Persistent Inflation and Banxico’s Cautious Approach

From London, Andrés Abadía, Chief Economist for Latin America at Pantheon Macroeconomics, pointed out that underlying inflation remains rigid, particularly in the services sub-index.

Underlying inflation is the purest indicator of inflation, excluding volatile prices due to seasonality or administrative decisions. The underlying prices index remains elevated, still above 4%, with consistent stability despite decreasing supply-side pressures, Abadía explained.

According to INEGI data, Mexico’s underlying inflation has fluctuated above 4% in the first eight months of the year and remained steady at 4.44% in July and August.
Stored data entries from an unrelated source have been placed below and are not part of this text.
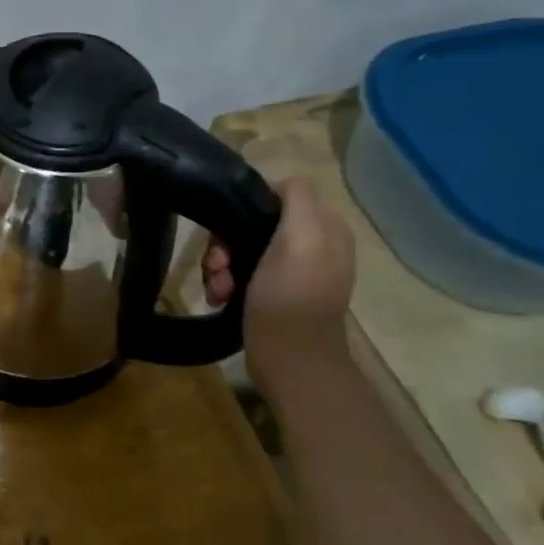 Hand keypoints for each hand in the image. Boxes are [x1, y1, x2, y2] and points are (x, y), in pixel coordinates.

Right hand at [204, 177, 355, 394]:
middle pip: (255, 224)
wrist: (290, 360)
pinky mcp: (275, 294)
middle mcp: (313, 245)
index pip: (278, 195)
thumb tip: (279, 184)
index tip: (227, 230)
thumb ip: (297, 200)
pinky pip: (243, 274)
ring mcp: (294, 272)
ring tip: (217, 288)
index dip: (247, 207)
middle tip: (217, 265)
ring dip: (222, 266)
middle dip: (228, 243)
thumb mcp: (300, 239)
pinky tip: (221, 297)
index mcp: (325, 228)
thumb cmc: (290, 298)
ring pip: (243, 250)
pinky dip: (227, 283) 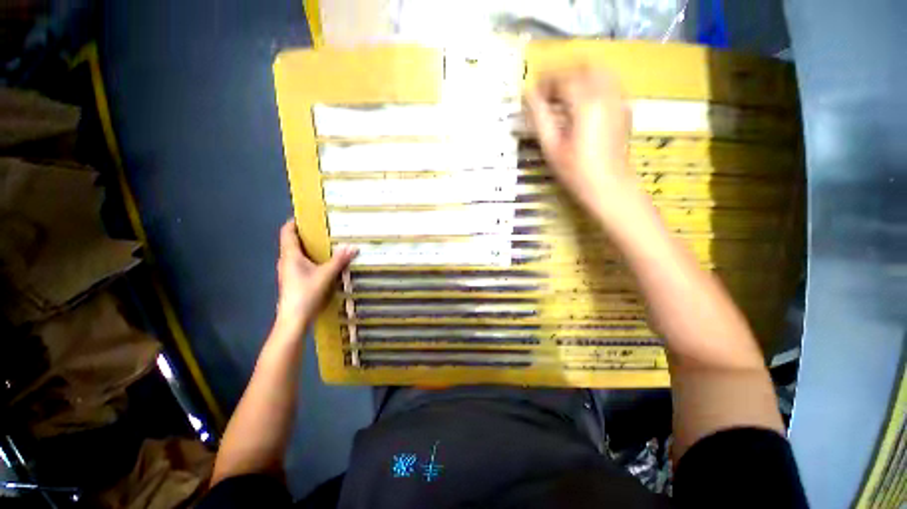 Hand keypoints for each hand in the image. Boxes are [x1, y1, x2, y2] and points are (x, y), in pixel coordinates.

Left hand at [275, 220, 356, 332]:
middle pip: (292, 241)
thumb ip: (339, 260)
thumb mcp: (326, 275)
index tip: (308, 216)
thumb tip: (352, 246)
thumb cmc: (306, 293)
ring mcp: (288, 271)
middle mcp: (286, 261)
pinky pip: (301, 262)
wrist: (293, 319)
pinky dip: (310, 257)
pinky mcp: (293, 280)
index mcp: (290, 255)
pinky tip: (323, 262)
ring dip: (309, 247)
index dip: (294, 222)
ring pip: (297, 253)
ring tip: (327, 243)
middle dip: (306, 234)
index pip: (287, 232)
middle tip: (325, 228)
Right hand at [525, 66, 634, 218]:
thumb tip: (528, 96)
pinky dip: (593, 85)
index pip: (563, 77)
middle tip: (548, 92)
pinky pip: (609, 84)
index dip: (545, 82)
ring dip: (579, 76)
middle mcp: (606, 94)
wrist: (609, 187)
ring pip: (600, 71)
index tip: (533, 93)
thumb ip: (539, 117)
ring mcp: (619, 100)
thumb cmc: (576, 172)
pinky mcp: (625, 109)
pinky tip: (583, 104)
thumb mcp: (552, 147)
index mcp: (586, 103)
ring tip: (564, 95)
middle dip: (563, 74)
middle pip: (583, 67) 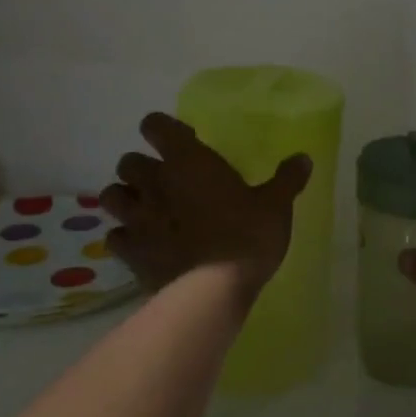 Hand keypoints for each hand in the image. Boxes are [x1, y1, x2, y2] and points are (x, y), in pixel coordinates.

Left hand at [99, 112, 311, 299]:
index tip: (183, 140)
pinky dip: (124, 237)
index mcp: (188, 161)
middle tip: (165, 179)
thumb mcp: (276, 206)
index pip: (155, 125)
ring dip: (125, 198)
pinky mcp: (130, 253)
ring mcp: (137, 219)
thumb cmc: (246, 236)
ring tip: (145, 209)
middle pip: (128, 162)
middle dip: (142, 167)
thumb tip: (303, 158)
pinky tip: (142, 245)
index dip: (163, 128)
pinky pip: (114, 237)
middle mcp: (155, 183)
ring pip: (112, 196)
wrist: (212, 291)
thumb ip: (287, 179) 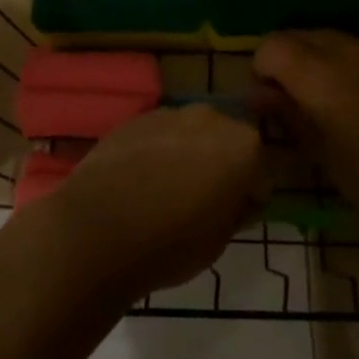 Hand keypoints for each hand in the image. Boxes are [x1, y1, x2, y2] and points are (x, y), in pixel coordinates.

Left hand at [43, 105, 268, 295]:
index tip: (237, 213)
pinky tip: (140, 180)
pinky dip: (158, 150)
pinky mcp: (134, 118)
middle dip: (222, 163)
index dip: (253, 192)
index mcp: (242, 146)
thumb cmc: (169, 244)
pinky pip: (160, 134)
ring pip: (192, 133)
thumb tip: (237, 197)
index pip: (263, 168)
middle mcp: (210, 118)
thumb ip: (237, 209)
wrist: (95, 231)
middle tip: (204, 199)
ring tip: (167, 189)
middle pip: (227, 139)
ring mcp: (169, 113)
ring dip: (189, 153)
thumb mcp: (219, 240)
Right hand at [252, 31, 358, 214]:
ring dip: (310, 60)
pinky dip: (337, 64)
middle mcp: (344, 51)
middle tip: (288, 104)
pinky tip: (351, 103)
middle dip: (282, 62)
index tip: (268, 106)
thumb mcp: (322, 154)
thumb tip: (257, 94)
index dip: (260, 72)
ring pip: (325, 38)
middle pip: (297, 35)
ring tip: (319, 104)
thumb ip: (287, 115)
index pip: (271, 47)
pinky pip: (352, 49)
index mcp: (319, 74)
Goldman Sachs’ economist stated that this “sticky” underlying inflation compels Banxico to aim for inflation convergence towards the 3% target while requiring more cautious calibration of monetary policy.

Negative Output Gap and Continued Monetary Policy Normalization

Goldman Sachs’ expert mentioned that the negative output gap and gloomy growth prospects do not hinder the continuation of the monetary policy normalization cycle.

Meanwhile, Pantheon Macroeconomics’ economist described Mexico’s economic situation as complex yet positive, marked by a cautious recovery and persistent inflationary pressures.

Key Questions and Answers

  • Q: What is the expected rate cut by the Federal Reserve? A: The Fed is expected to cut its benchmark interest rate by 25 basis points.
  • Q: How does the US interest rate impact Mexico? A: The US interest rate influences Mexico through the interest rate differential, which acts as an incentive for investors to stay in the market during uncertain times.
  • Q: What is the current interest rate differential between the US and Mexico? A: The current differential is 325 basis points, with the US rate between 4.25% and 4.50%, and Mexico’s nominal rate at 7.75%.
  • Q: Why is underlying inflation significant for Banxico’s decisions? A: Persistent underlying inflation, above 4%, compels Banxico to aim for inflation convergence towards the 3% target while requiring cautious monetary policy calibration.
  • Q: How do negative output gap and gloomy growth prospects affect monetary policy? A: Despite these factors, the monetary policy normalization cycle is expected to continue.